While sorting through plastic bins filled with Christmas decorations, Halloween costumes, and birthday supplies, I stumbled upon a candle in the shape of the number seven. I bought it for Riley’s birthday party last year, but I ended up using classic, vertical candles instead. Riley’s going to be eight in a few months, which means I missed the chance to use the seven.

It gave me pause. I felt something.

It wasn’t that the seven was a big investment or that I forgot Riley’s 7th birthday (or Dylan’s a few years earlier). Hardly. Despite my pre-parenthood beliefs in small birthday celebrations (and limited screen time among other things), we’d done birthdays (and screen time among other things) big – huge! – year after year.
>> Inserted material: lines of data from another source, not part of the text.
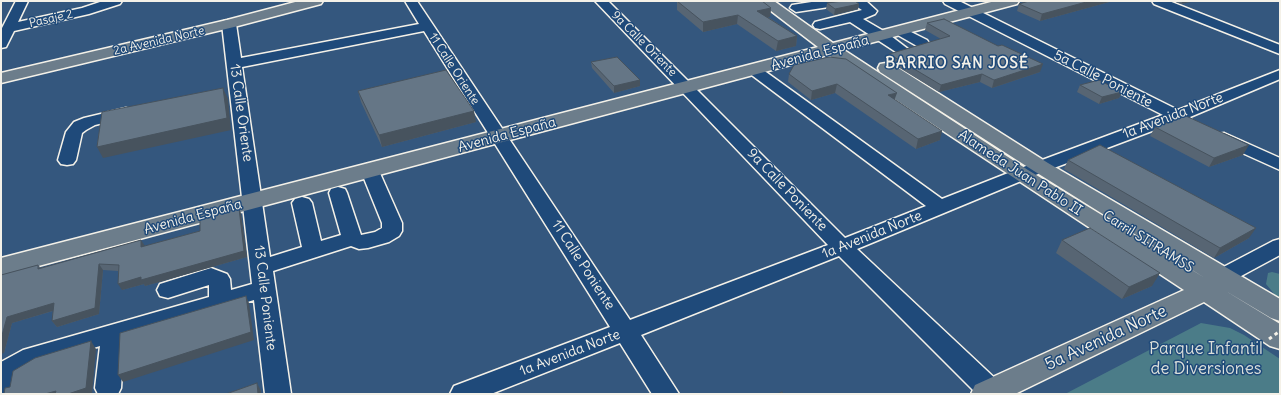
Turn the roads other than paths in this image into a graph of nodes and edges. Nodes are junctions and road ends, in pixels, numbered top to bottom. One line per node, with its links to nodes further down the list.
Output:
1 (22, 1): 19 (street)
2 (116, 1): 19 (street, Pasaje 2)
3 (316, 1): 16 (main road, 2a Avenida Norte)
4 (411, 1): 18 (street, 11 Calle Oriente)
5 (601, 1): 31 (street, 9a Calle Oriente)
6 (765, 1): 24 (main road, Alameda Juan Pablo II)
7 (777, 1): 24 (main road)
8 (842, 1): 13 (street)
9 (854, 1): 15 (street)
10 (949, 1): 14 (street, 5a Calle Poniente)
11 (1012, 1): 14 (main road, Avenida España)
12 (1158, 1): 26 (street)
13 (792, 4): 17 (main road, Alameda Juan Pablo II)
14 (970, 12): 20 (main road, Avenida España); 35 (street, 5a Calle Poniente)
15 (852, 18): 17 (street); 21 (street)
16 (229, 24): 27 (street, 13 Calle Oriente); 30 (main road, 2a Avenida Norte)
17 (820, 25): 24 (main road, Alameda Juan Pablo II)
18 (427, 26): 27 (street); 36 (street, 11 Calle Oriente)
19 (9, 28): 23 (street)
20 (901, 31): 21 (main road, Avenida España); 22 (street)
21 (881, 36): 24 (main road, Avenida España); 25 (street)
22 (922, 43)
23 (1, 44)
24 (841, 48): 28 (main road, Avenida España); 39 (main road, Alameda Juan Pablo II)
25 (901, 48)
26 (1280, 50)
27 (234, 64): 32 (street, 13 Calle Oriente)
28 (754, 70): 31 (main road, Avenida España); 44 (street)
29 (1280, 74): 35 (street, 1a Avenida Norte)
30 (1, 78)
31 (688, 88): 36 (main road, Avenida España); 47 (street, 9a Calle Poniente)
32 (237, 91): 33 (street); 42 (street, 13 Calle Oriente)
33 (222, 94)
34 (143, 110): 37 (street)
35 (1177, 116): 38 (street, 5a Calle Poniente); 39 (street, 1a Avenida Norte)
36 (498, 137): 40 (main road, Avenida España); 55 (street, 11 Calle Poniente)
37 (67, 160)
38 (1280, 165)
39 (1031, 170): 44 (street, 1a Avenida Norte); 51 (main road, Alameda Juan Pablo II)
40 (370, 171): 42 (main road, Avenida España); 45 (street)
41 (338, 193): 45 (street)
42 (253, 201): 49 (main road, Avenida España); 50 (street, 13 Calle Poniente)
43 (302, 203): 48 (street)
44 (940, 207): 47 (street, 1a Avenida Norte)
45 (352, 239): 48 (street)
46 (1280, 246): 51 (street)
47 (842, 247): 55 (street, 1a Avenida Norte); 59 (street, 9a Calle Poniente)
48 (313, 251): 50 (street)
49 (1, 267)
50 (263, 278): 53 (street); 61 (street, 13 Calle Poniente)
51 (1214, 284): 54 (main road, Alameda Juan Pablo II); 56 (main road, Alameda Juan Pablo II); 59 (main road, 5a Avenida Norte)
52 (168, 290): 53 (street)
53 (221, 301): 57 (street)
54 (1280, 311)
55 (626, 332): 62 (street, 1a Avenida Norte); 63 (street, 11 Calle Poniente)
56 (1276, 333)
57 (112, 334): 58 (street); 60 (street)
58 (108, 388)
59 (988, 393)
60 (2, 394)
61 (278, 394)
62 (463, 394)
63 (666, 394)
Maybe it was that my kids’ seventh birthdays had come and gone.

I’m not nostalgic by nature. I tend to look ahead instead of back. Of course, I missed my squishy boys when they were little, but I didn’t yearn to go back in time to sleep deprivation, poop explosions, and mommy & me classes. Still, with the kids on the edge of adolescence and me on the brink of middle age, I wasn’t exactly pining for the future either.

I could’ve saved the candle for the kids’ 17th (gulp) birthdays or Gertie’s 7th birthday, Mike’s 47th birthday, my 47th birthday, our 17th wedding anniversary, or my parents’ 70th birthdays, which were mere days and weeks away, but I put it in the donation pile instead.
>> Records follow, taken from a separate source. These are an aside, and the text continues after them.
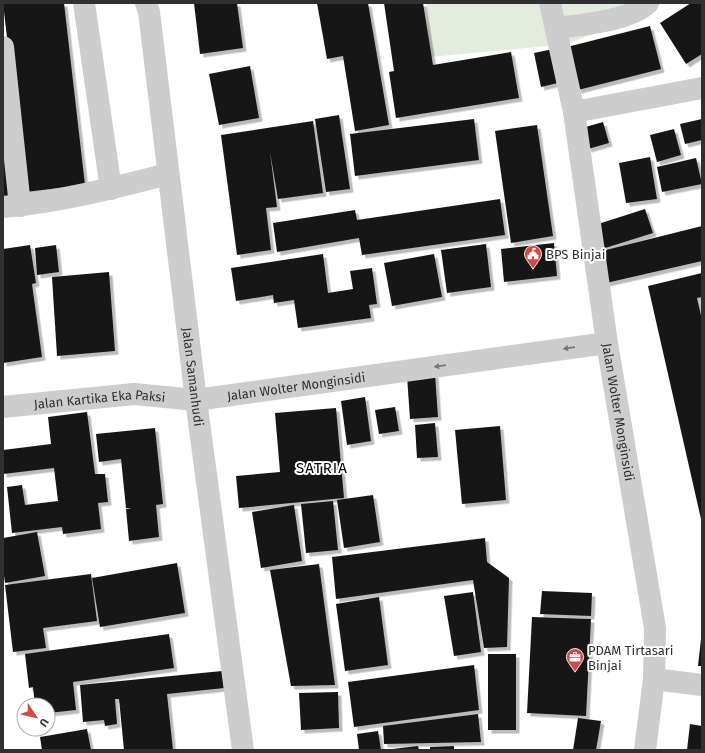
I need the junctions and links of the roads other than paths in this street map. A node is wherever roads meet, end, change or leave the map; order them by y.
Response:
1 (84, 3) edge
2 (146, 3) edge
3 (550, 3) edge
4 (648, 3) edge
5 (556, 28) junction
6 (3, 47) edge
7 (702, 88) edge
8 (574, 112) junction
9 (168, 174) junction
10 (111, 189) junction
11 (12, 207) edge
12 (607, 343) junction
13 (196, 400) junction
14 (3, 407) edge
15 (654, 679) junction
16 (702, 684) edge
17 (242, 750) edge
18 (645, 750) edge

1 - 10 street
2 - 9 street, Jalan Samanhudi
3 - 5 street
4 - 5 street
5 - 8 street
6 - 11 street
7 - 8 street
8 - 12 street
9 - 10 street
9 - 13 street, Jalan Samanhudi
10 - 11 street
12 -> 13 street, Jalan Wolter Monginsidi
12 - 15 street, Jalan Wolter Monginsidi
13 - 14 street, Jalan Kartika Eka Paksi
13 - 17 street, Jalan Samanhudi
15 - 16 street
15 - 18 street, Jalan Wolter Monginsidi

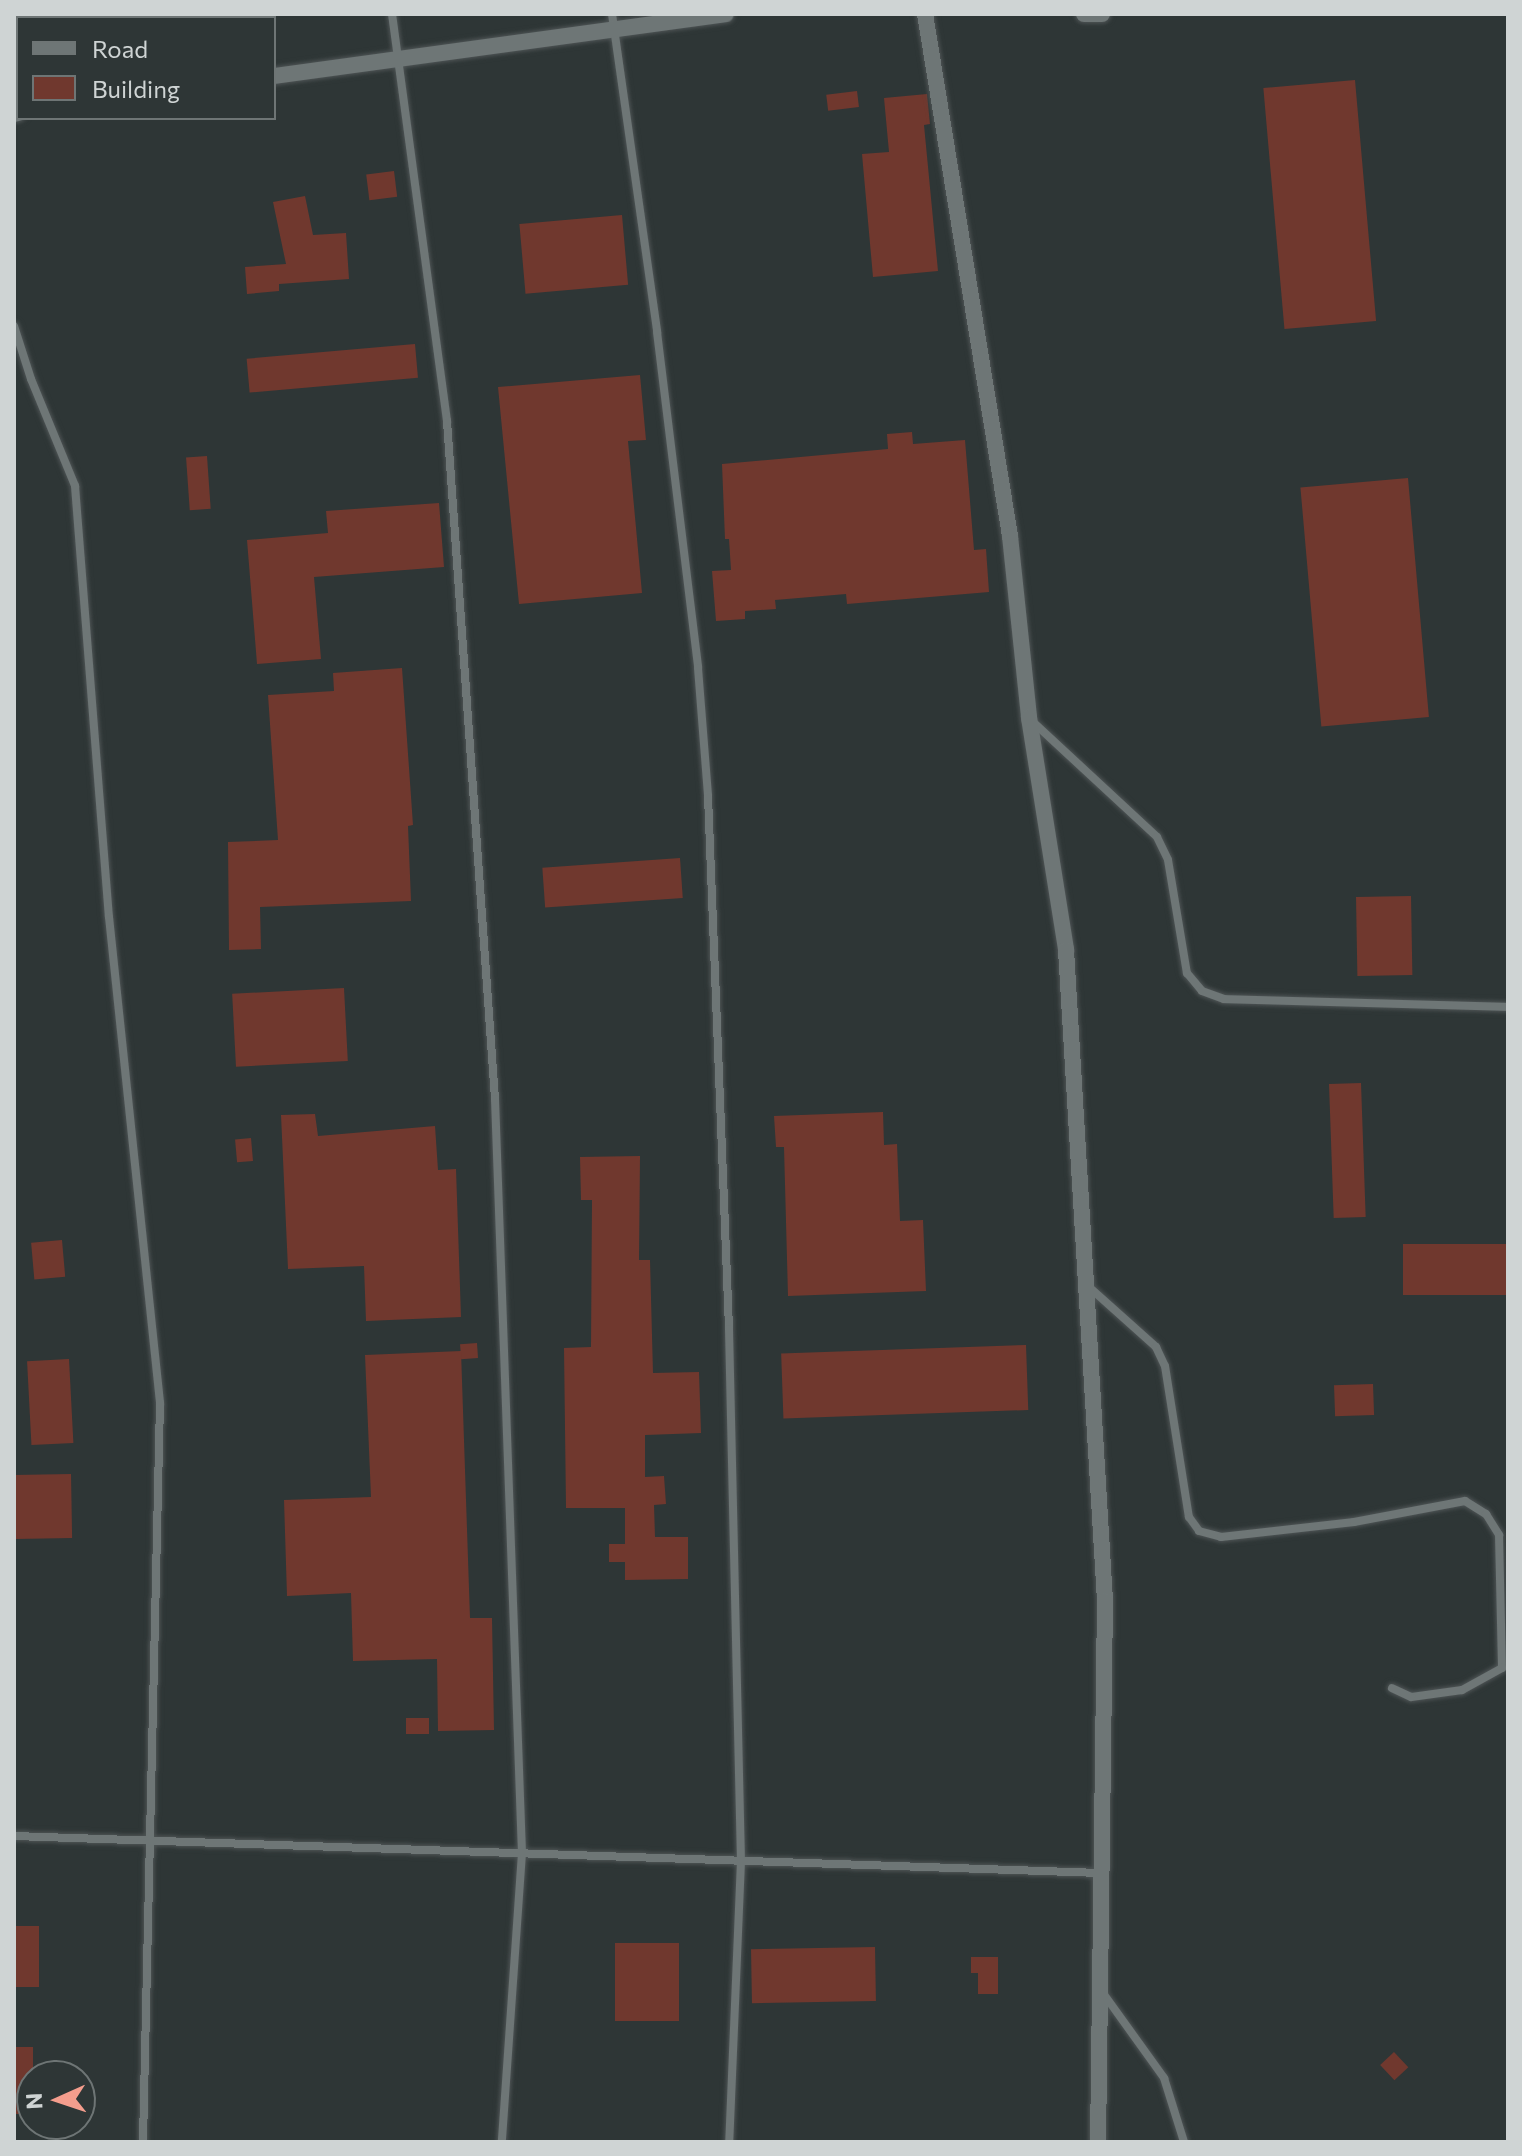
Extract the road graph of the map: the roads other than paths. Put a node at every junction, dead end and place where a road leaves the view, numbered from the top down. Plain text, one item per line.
1 (392, 14) edge
2 (726, 14) edge
3 (925, 14) edge
4 (1084, 14) edge
5 (1102, 14) edge
6 (614, 22) edge
7 (400, 58) junction
8 (276, 76) edge
9 (14, 326) edge
10 (1029, 718) junction
11 (1508, 1007) edge
12 (1086, 1285) junction
13 (1392, 1688) dead end
14 (14, 1836) edge
15 (152, 1840) junction
16 (522, 1853) junction
17 (741, 1861) junction
18 (1101, 1873) junction
19 (1100, 1989) junction
20 (143, 2142) edge
21 (502, 2142) edge
22 (729, 2142) edge
23 (1098, 2142) edge
24 (1184, 2142) edge

1 - 7 lane
2 - 6 street
3 - 10 street
4 - 5 street
6 - 7 street
6 - 17 lane
7 - 8 street
7 - 16 lane
9 - 15 lane
10 - 11 lane
10 - 12 street
12 - 13 lane
12 - 18 street
14 - 15 lane
15 - 16 lane
15 - 20 lane
16 - 17 lane
16 - 21 lane
17 - 18 lane
17 - 22 lane
18 - 19 street
19 - 23 street
19 - 24 lane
I didn’t want to accept the future any more than I wanted to acknowledge the past. I didn’t want to dream too big or too small. I wanted to have gratitude when the future brought me the things I hoped for and grace when it didn’t, but I wasn’t ready.

I didn’t want to plan anything beyond the snowy morning I spent in my suburban New Jersey basement in pajamas sorting through holiday paraphernalia, listening to my kids play with (and fight about) Legos, daydreaming about the domestic satisfaction of a front loading washing machine, and reflecting on a candle in the shape of the number seven.

What I felt was…lucky.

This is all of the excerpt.